Methods: National multicenter investigator-initiated studies (TNR 87-052-01, TNR 88-072) in girls with TS, age 3-16yrs at GH-start during year 1987-1998, with AH in 2003- 2011. 144 prepubertal girls with TS, 132 girls followed to AH (Intention-To-Treat), while 43 girls reduced dose or stopped treatment prematurely, making n=89 for Per Protocol population. Age at GH-start were 3-9yrs (young; n=79) or 9-16yrs (old; n=53), treatment given recombinant human (rh)GH (Genotropin® Kabi Peptide Hormones, Sweden) 33 or 67 µg/kg/day, oral ethinyl-estradiol (2/3) or transdermal 17β-estradiol (1/3), and after age 11yrs mostly oxandrolone. Gain in heightSDS, AHSDS, age at PO and at AH were evaluated.
Results: At GH-start, heightSDS was -2.8 (versus non-TS girls) for all subgroups, mean age for young 5.7yrs and old 11.6yrs. There was a clear dose-response in both young and old TS-girls, mean difference(95%CI) 0.66(-0.91 to -0.26), 0.57(-1.0 to -0.13), respectively. The prepubertal gainSDS (1.3 to 2.1) was partly lost during puberty (-0.4 to -2.1). Age/heightSDS at PO ranged from 13yrs/-0.42 for GH67young to 15.2 yrs/-1.47 for GH33old. At AH, GH67old-group became tallest (17.2yrs; 159.9cm; -1.27 SDS, total gainSDS 1.55), compared to GH67young- group being least delayed (16.1yrs;157.1 cm; -1.73 SDS, total 1.08).

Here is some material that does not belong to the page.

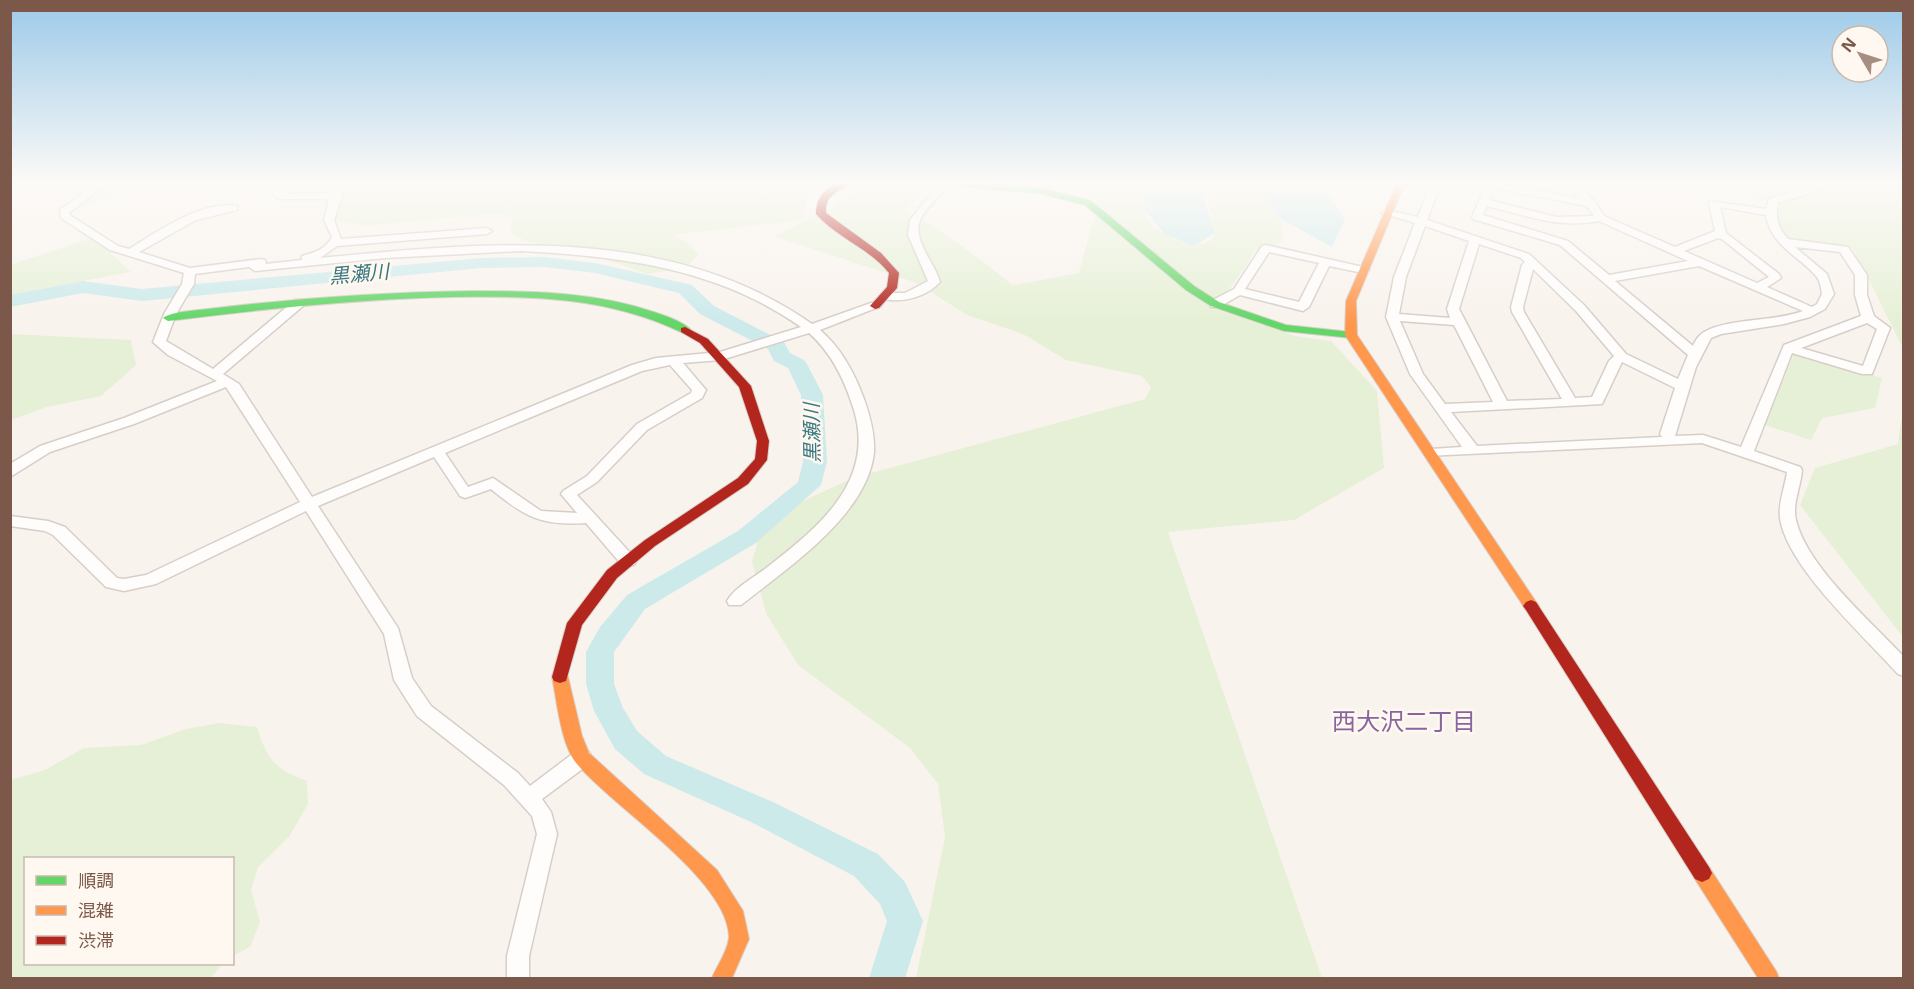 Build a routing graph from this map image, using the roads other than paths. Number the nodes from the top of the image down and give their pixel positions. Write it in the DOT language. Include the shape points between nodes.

Shortest were GH33young (17.3yrs; 153.7cm: -2.28 SDS, total gainSDS 0.53), and most delayed GH33old group, (18.5yrs:156.5cm; -1.82 SDS, total gainSDS 0.98). 

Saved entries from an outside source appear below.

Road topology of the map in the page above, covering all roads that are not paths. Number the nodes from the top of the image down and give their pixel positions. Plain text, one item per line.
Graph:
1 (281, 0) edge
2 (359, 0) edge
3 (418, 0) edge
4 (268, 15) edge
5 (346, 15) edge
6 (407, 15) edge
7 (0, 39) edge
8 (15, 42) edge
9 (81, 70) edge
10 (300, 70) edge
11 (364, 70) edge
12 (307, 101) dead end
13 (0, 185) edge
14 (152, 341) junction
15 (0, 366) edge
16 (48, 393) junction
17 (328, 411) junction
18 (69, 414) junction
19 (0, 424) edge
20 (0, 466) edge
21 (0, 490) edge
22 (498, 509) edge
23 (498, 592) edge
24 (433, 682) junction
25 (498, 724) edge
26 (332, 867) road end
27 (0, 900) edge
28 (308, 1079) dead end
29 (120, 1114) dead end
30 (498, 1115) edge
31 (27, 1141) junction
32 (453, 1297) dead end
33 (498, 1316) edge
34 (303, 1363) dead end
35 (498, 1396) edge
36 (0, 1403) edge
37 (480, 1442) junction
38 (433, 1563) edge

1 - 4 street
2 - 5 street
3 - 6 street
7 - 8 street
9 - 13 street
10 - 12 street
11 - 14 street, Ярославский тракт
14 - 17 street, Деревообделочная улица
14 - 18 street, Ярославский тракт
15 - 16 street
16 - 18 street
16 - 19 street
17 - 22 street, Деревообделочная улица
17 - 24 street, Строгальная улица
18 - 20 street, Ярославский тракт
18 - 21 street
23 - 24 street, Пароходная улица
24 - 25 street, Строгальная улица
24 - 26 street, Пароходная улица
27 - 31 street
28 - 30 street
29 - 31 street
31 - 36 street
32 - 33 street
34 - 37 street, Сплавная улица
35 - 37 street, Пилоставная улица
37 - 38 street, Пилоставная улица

Conclusion: For both young and old TS-girls, there was a GH-dose growth response, and for the young less delayed age at start of puberty and at AH. All four groups reached an AH within normal range, despite partly losing the prepubertal gain during puberty. Depending on age at diagnosis, low age at start with higher GH-dose resulted in greater prepubertal height gain, permitting estrogen start earlier at normal age and attaining normal AH at normal age, favoring physiological treatment and possibly also bone health, uterine growth and fertility, psychosocial wellbeing during adolescence, and the transition to adulthood.